"What be the matter, Miss Dorothy?"
"Is that you, Robert?" I said. "Come here. Look! Do you see?"
"See what?" he said.
"Don't you see anything?" I said. "No light? Nothing?"
"Nothin' whatever," said Robert, decidedly; "it be as dark as pitch."
I stood silent, gazing at the apparition, which, having reached the gate, was slowly re-advancing. If it were fancy, why did it not vanish? I rubbed my eyes, but it was there still. Robert interrupted me, solemnly—
"Miss Dorothy, do you see anything?"
"Robert," I said, "you are a faithful friend. Listen! I see before me the lost hand of your dead master. I know it by the sapphire ring. It is surrounded by a pale light, and moves slowly. My sister has seen it three times in her sleep; and I see it now with my waking eyes. You may laugh, Robert; but it is too true."

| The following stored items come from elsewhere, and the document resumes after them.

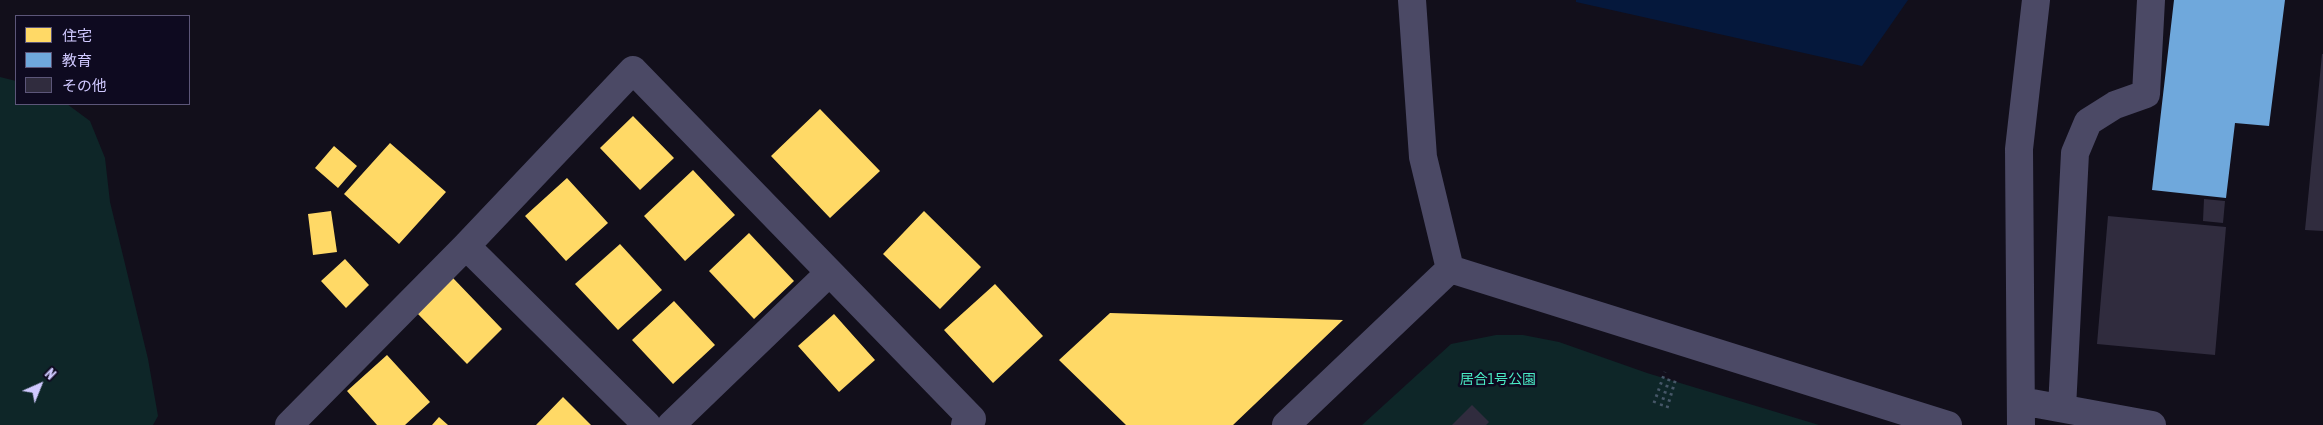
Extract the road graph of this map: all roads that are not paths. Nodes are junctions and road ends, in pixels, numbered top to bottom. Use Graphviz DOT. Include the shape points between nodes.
graph roads {
  1 [pos="1412,0"];
  2 [pos="2036,0"];
  3 [pos="2151,0"];
  4 [pos="466,246"];
  5 [pos="1450,269"];
  6 [pos="829,273"];
  7 [pos="2062,408"];
  8 [pos="2021,413"];
  9 [pos="292,424"];
  10 [pos="647,425"];
  11 [pos="671,425"];
  12 [pos="965,425"];
  13 [pos="1286,425"];
  14 [pos="1948,425"];
  15 [pos="2152,425"];
  1 -- 5 [label="street" via="1423,157"];
  2 -- 8 [label="street" via="2019,149"];
  3 -- 7 [label="street" via="2146,94 2115,104 2088,122 2075,153"];
  4 -- 6 [label="street" via="633,70"];
  4 -- 9 [label="street"];
  4 -- 10 [label="street"];
  5 -- 13 [label="street"];
  5 -- 14 [label="street"];
  6 -- 11 [label="street"];
  6 -- 12 [label="street" via="972,419"];
  7 -- 8 [label="street"];
  7 -- 15 [label="street"];
}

I was not prepared for the indignant reply:
"Laugh, Miss Dorothy! The Lord forbid! If so be you do see anything, and it should be the Lord's will to reveal anything about poor dear Master Edmund to you as loved him, and is his sister, who am I that I should laugh? My mother had a cousin (many a time has she told me the story) as married a sailor (he was mate on board a vessel bound for the West Indies), and one night, about three weeks after her husband had—"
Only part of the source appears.